[“Terry’s hair was long & thick, bleached blond, perhaps because she wanted to be a princess in a fairy tale instead of real. We wrote letters to one another, passionately declaring our eternal love, which the technicians stole. One night when she was sitting on my bed in the dorm after lights out, as I brushed her hair, they threw on the lights in a frenzy of disgust & separated us for being lesbians. We were too drugged and too frightened to do more than hold hands. The head nurse was a lesbian, who called Terry’s mother, who came the next day to take her home to her psychiatrist father, to whom she had not spoken in over four years. I was sent to the old women’s ward for punishment, where my job was to feed the bed-bound ladies, some of them in restraints all the time. The stench of urine & untreated cancer was overwhelming. I wrote long, intense letters to Terry, which I could not send, hiding them under my green plastic mattress. Terry’s stars are deep burgundy, & I bleed into the other colors when I mourn that we never made love.
Then Maggie was dragged onto our ward, in hot pink tights & purple smock, her teeth glittering with mischief Far from being depressed by the surroundings, she sang bawdy songs to the old ladies she fed, opening our misery with laughter. She was from a wealthy Marin family who sent her there to straighten her up & scare her into agreeing to marry the man they wanted to sell her off to, although they wouldn’t say it like that (she did). Somehow her wedding veil was among her belongings. She liked to wear it to the vast dining barrack because it annoyed the nurses so much. It was very beautiful, expensive lace which she trailed behind her like indifference. One day Maggie & I decided to get married. The guy who thought he was jesus was happy to perform our ceremony, held in the courtyard of our adjoining wards, surrounded by hundreds of old glass windows barred with iron grates. I wore Maggie’s veil & my Napa State Hospital white cardigan tied to make a train. We both carried huge bouquets of lilacs, which were blooming wildly in that hot, dry country. All our patient guests cheered & clapped so loudly that we couldn’t hear what jesus was saying. We only got to stroll down the sidewalk, showered with rice that Edith had filched from the kitchen where she was one of the cooks, before our union was rudely interrupted by burly male guards straining with anger in their white uniforms.
Everyone was locked down, some of us in solitary, & the bells went off for riot alert. Maggie’s poor veil was ripped apart by their feet & rage & arms. The head nurse (another lesbian) called Maggie’s mother that night, & before I had a chance to kiss her hello & goodbye, Maggie was driven away the next morning in her father’s limp-dick limo (her words again), as we ate our powdered eggs, silently depressed.
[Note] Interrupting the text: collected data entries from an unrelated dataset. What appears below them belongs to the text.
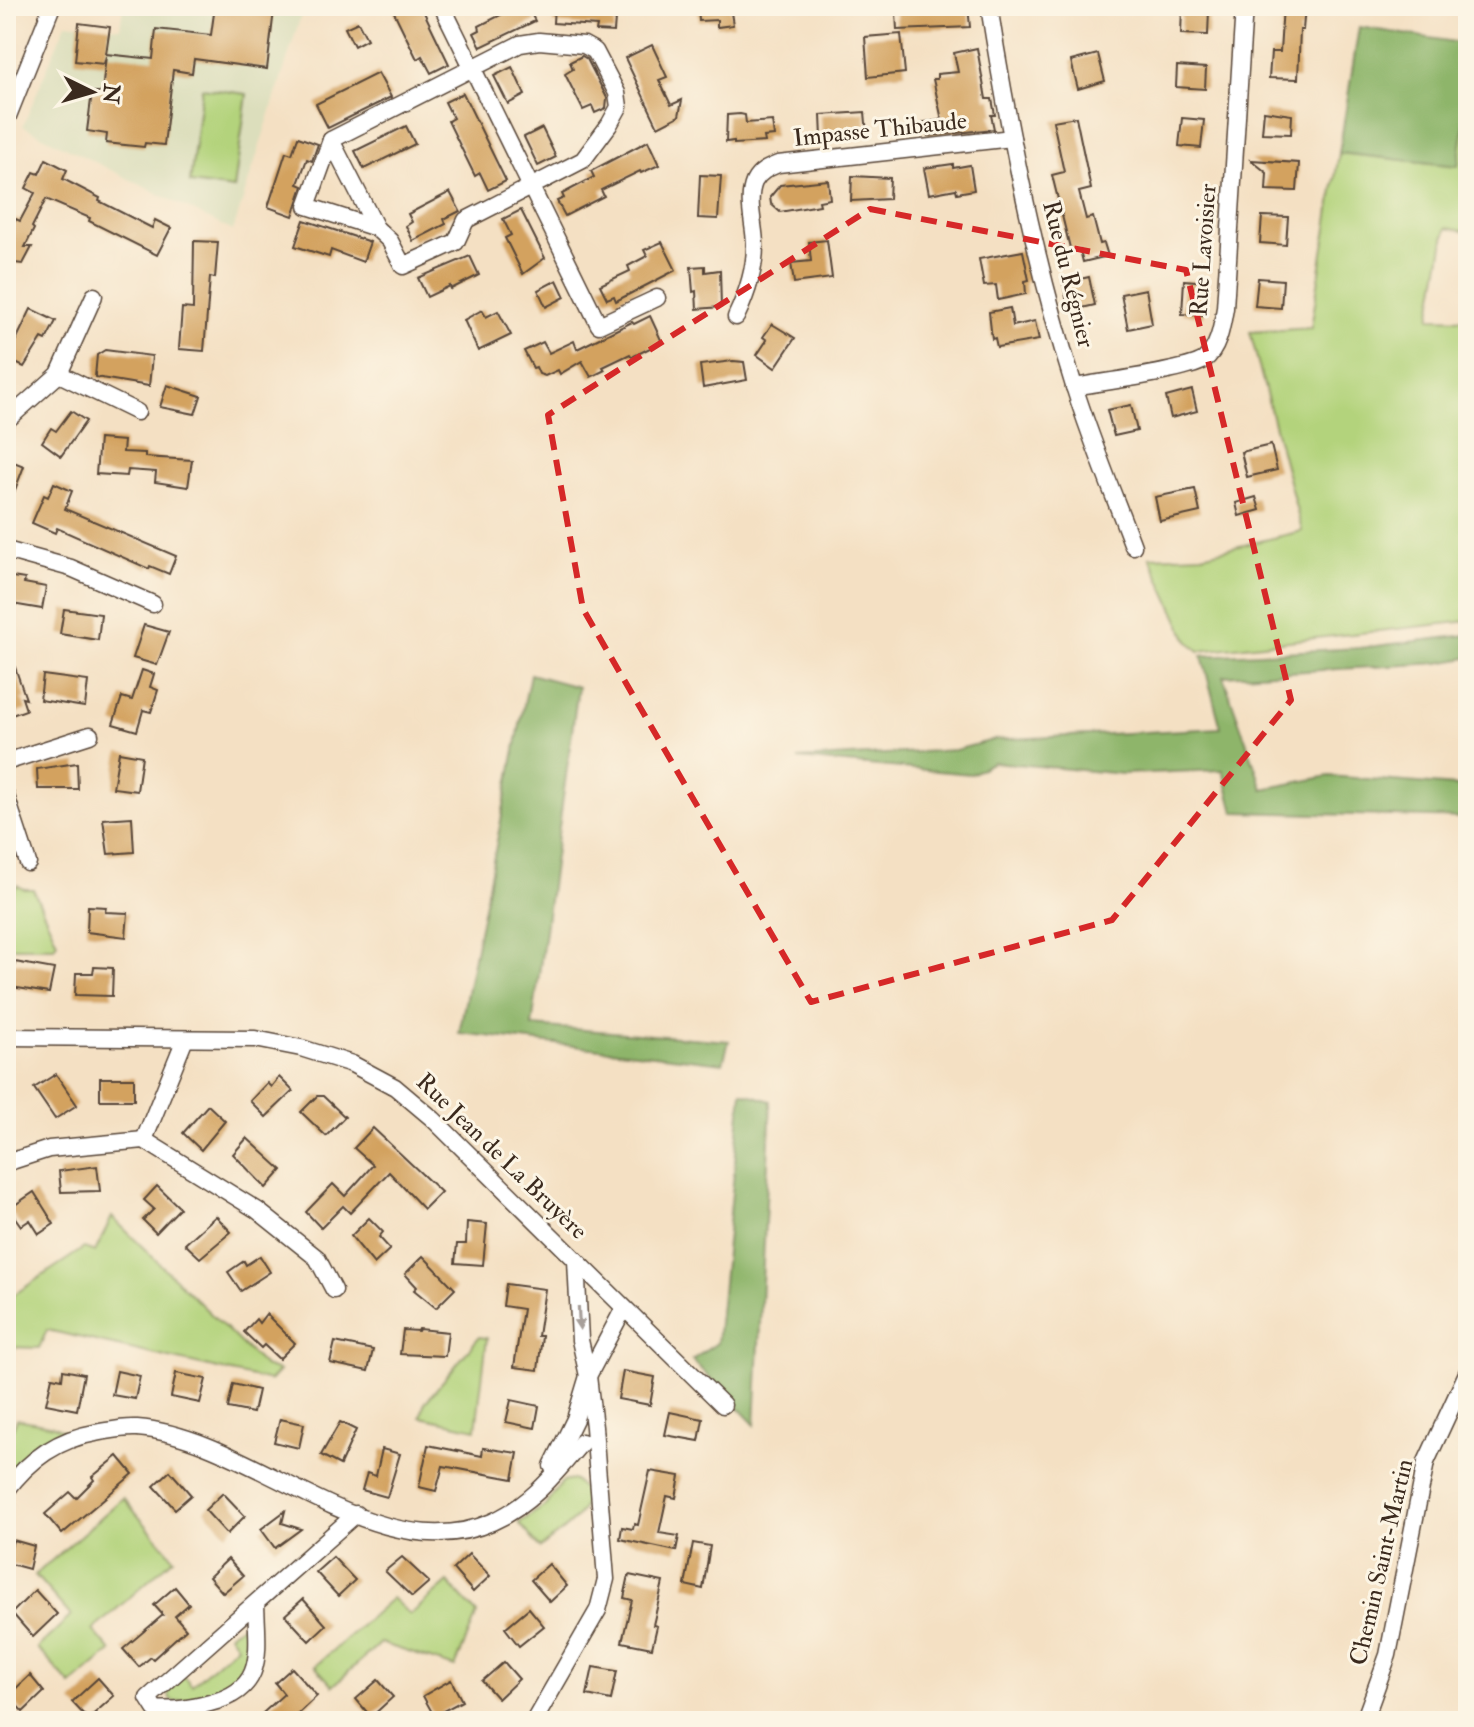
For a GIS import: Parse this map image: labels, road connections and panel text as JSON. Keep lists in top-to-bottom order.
{
  "streets": {
    "street": [
      "Impasse Thibaude",
      "Rue Lavoisier",
      "Rue du Régnier",
      "Rue Jean de La Bruyère",
      "Chemin Saint-Martin"
    ]
  },
  "crossings": [
    ["Impasse Thibaude", "Rue du Régnier"],
    ["Rue Lavoisier", "Rue du Régnier"]
  ],
  "north": "right"
}
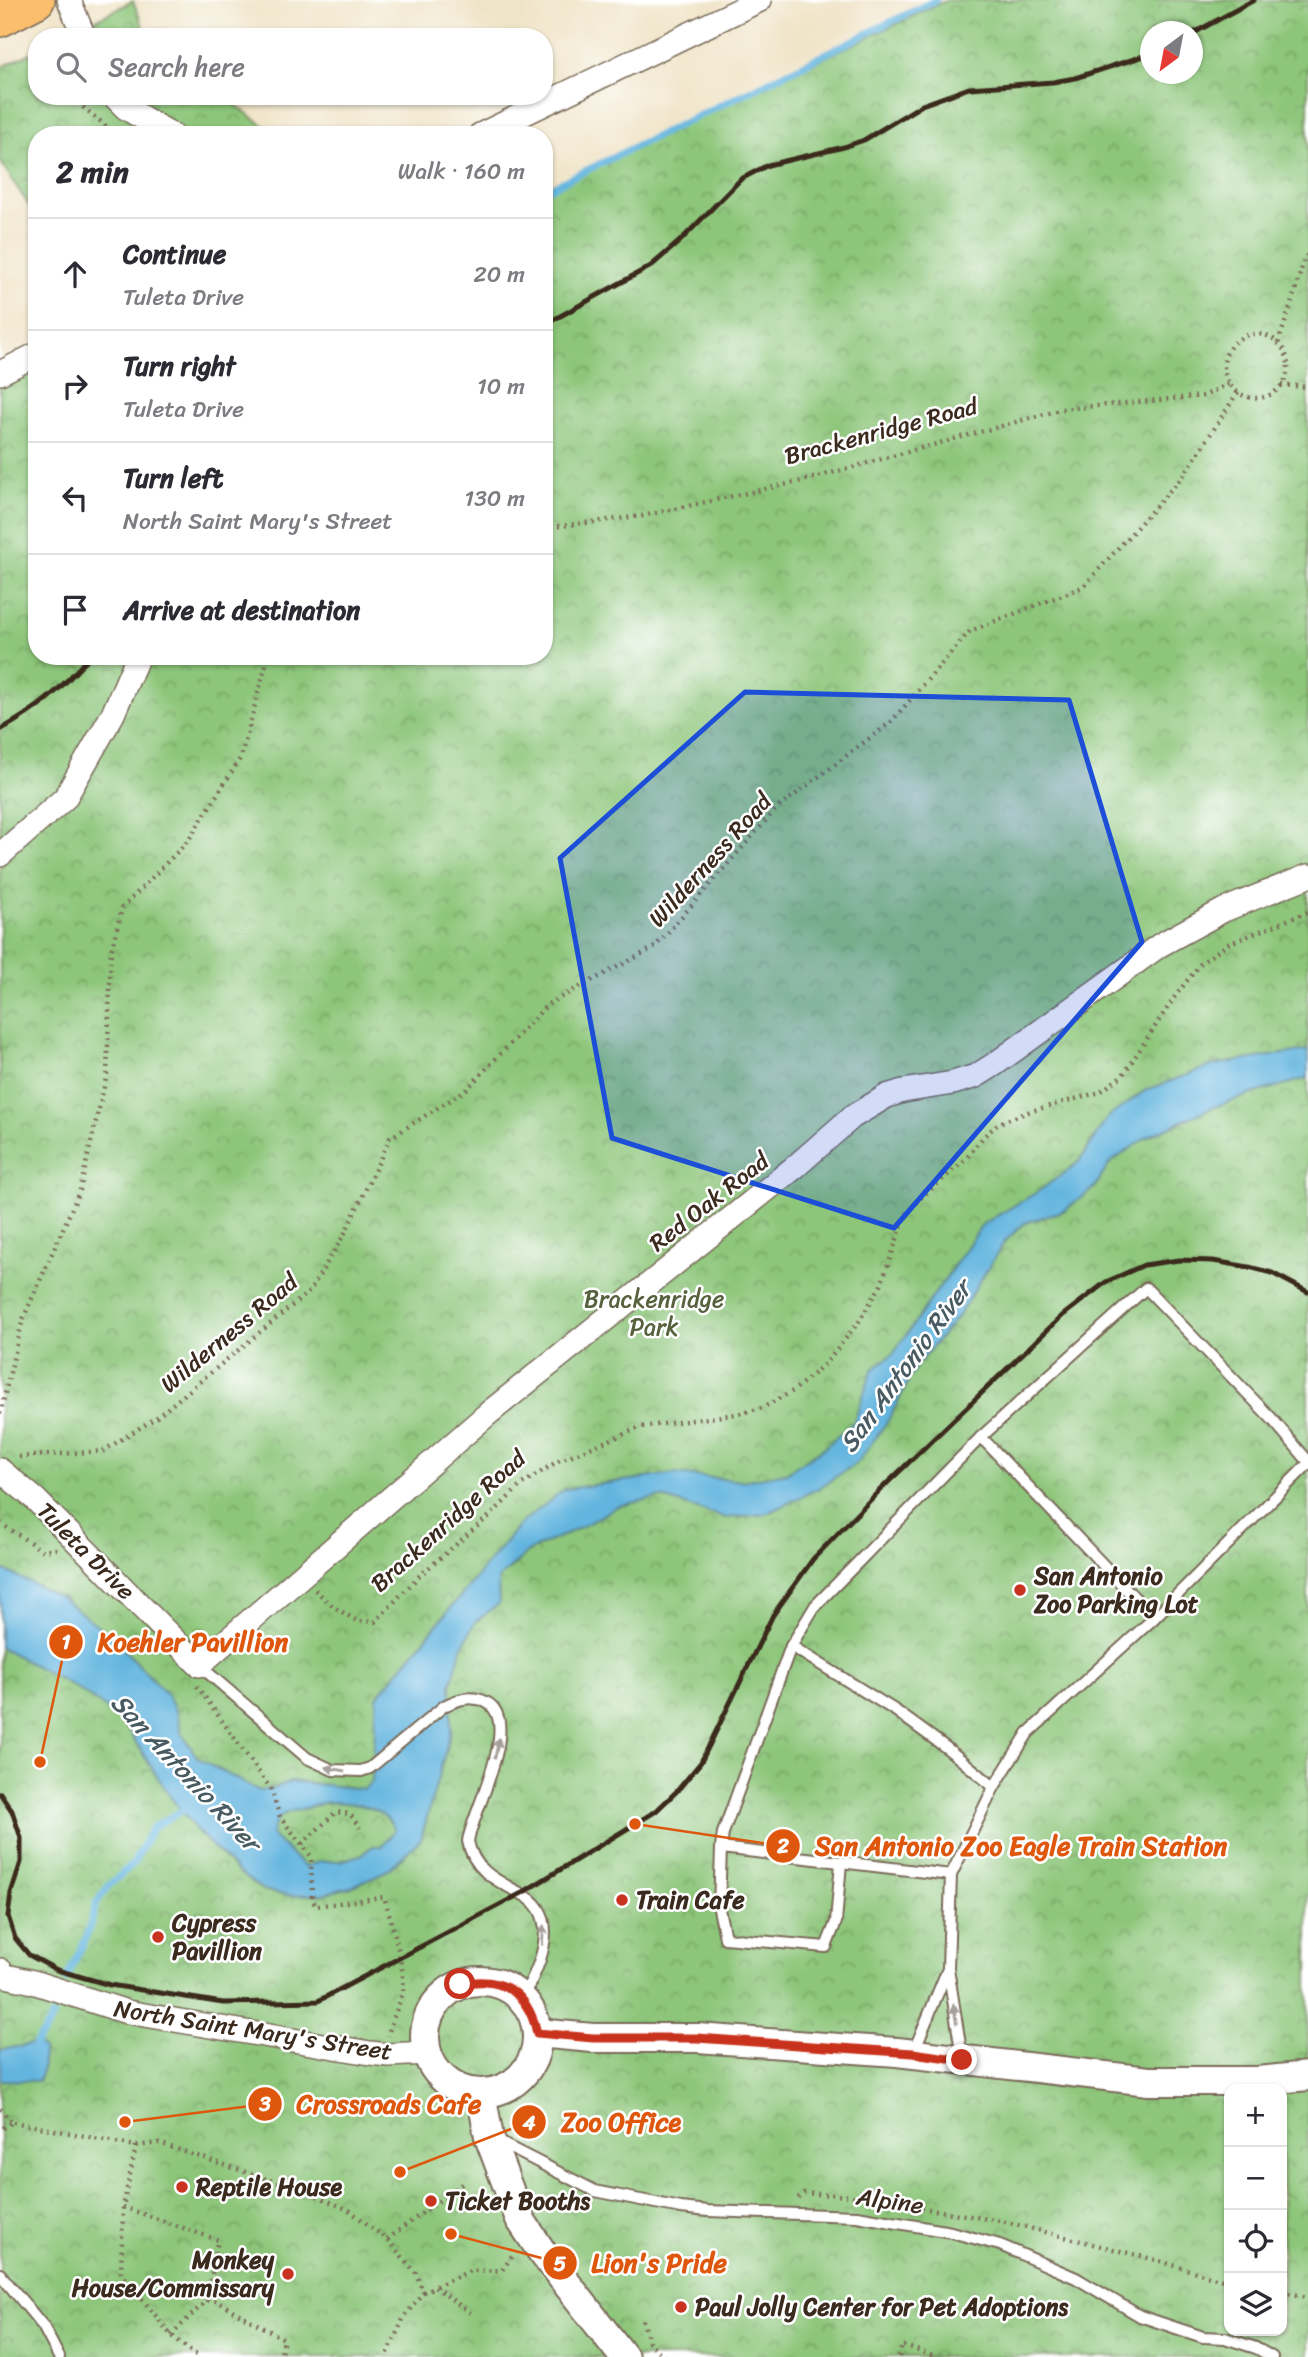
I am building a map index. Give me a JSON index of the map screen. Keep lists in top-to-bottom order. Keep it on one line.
{"streets":{"street":["Red Oak Road","Tuleta Drive","North Saint Mary's Street"],"lane":["Alpine"],"path":["Brackenridge Road","Wilderness Road"]},"crossings":[["Brackenridge Road","Wilderness Road"],["Wilderness Road","Tuleta Drive"],["Red Oak Road","Tuleta Drive"]],"water":["San Antonio River"],"parks":["Brackenridge Park"],"places":["San Antonio Zoo Parking Lot","Koehler Pavillion","San Antonio Zoo Eagle Train Station","Train Cafe","Cypress Pavillion","Crossroads Cafe","Zoo Office","Reptile House","Ticket Booths","Lion's Pride","Monkey House/Commissary","Paul Jolly Center for Pet Adoptions"],"north":"bottom left","page":{"search":"Search here","heading":["2 min","Walk · 160 m"],"list":[["Continue","Tuleta Drive","20 m"],["Turn right","Tuleta Drive","10 m"],["Turn left","North Saint Mary's Street","130 m"],"Arrive at destination"],"map_buttons":["+","−"]}}
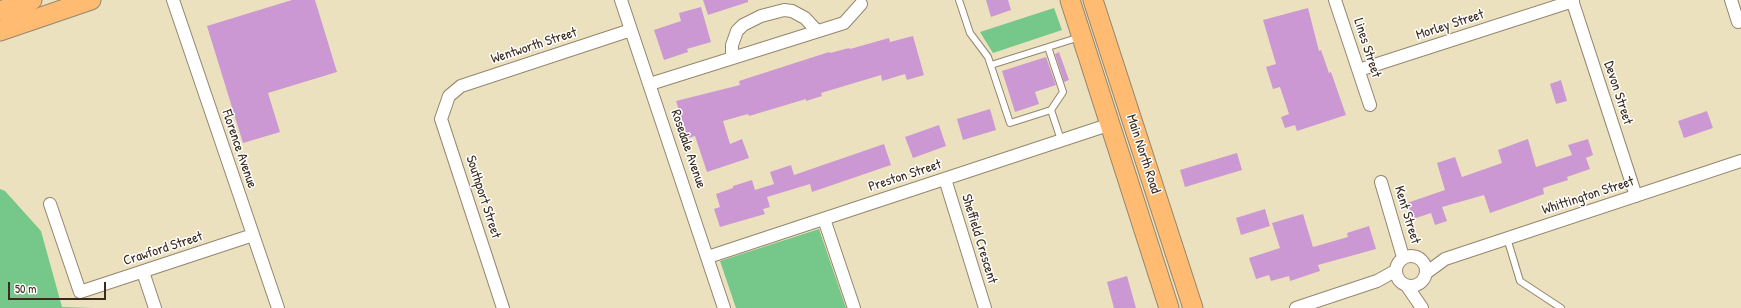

However, Maggie was a very sneaky & smart girl. She calmly arrived the following day in her VW bug (custom-painted purple, as are her stars) & said she had come back to collect her belongings, which no one had thought to pack up. Her mother, a master materialist (probably hoping for the veil), was very understanding. The hospital wanted to be accommodating in hope of future funds. So Maggie surprised me by returning to busily pack up not very much. We weren’t allowed to talk, & the nurses were watching us sharply until Ursula, understanding our need, threw her tennis shoe at the TV, screaming. Maggie palmed me a note to meet her by the lilac hedge behind the building, where she had conveniently parked. I left as though going to my new job at the dairy (cow shit apparently being a step up from human shit). The other women realized Ursula’s intentions & took off their keds, too. My last sight of that day room (where I had been declared incurably schizophrenic) was of flying sneakers, screaming technicians, breaking glass, & laughing patients—a really lovely melee. Because, of course, Maggie had returned to rescue me. We pulled out the backseat of her bug & I lay down across the battery. She laid a Mexican blanket over me, while I tried to project looking like a backseat. She piled her boxes, mostly empty, on top of me. The guards at the main gate were distracted by another call from the ward where the women who weren’t strapped down could not be contained. Maggie smiled, they gave her back her driver’s license, & off we went. On the other side of town, Maggie freed me from my seat charade & I tasted the wind in my hair for the first time in more than a year. She drove me to Big Sur, where I’d never been & they wouldn’t look for me (I had seven previous escapes, which is why I was on the violent ward so often, a curious juxtaposition—is freedom indeed violence, for lesbians?). In her trunk she had a sleeping bag, some food, money, & clothes that didn’t say Napa State on them for me. She dropped me near an overpass under which fellow fugitives of all kinds were camped, driving back to Marin, where perhaps she did escape marrying him. My belongings & three cartons of writing may still be in a dusty storage room at Napa. I guess I’m AWOL. Freedom’s worth the loss. If not for Maggie, I’d still be in the loony bin, incurable & terrified, not allowed to be a lesbian except with technicians. But I ripped that nurse out of the quilt.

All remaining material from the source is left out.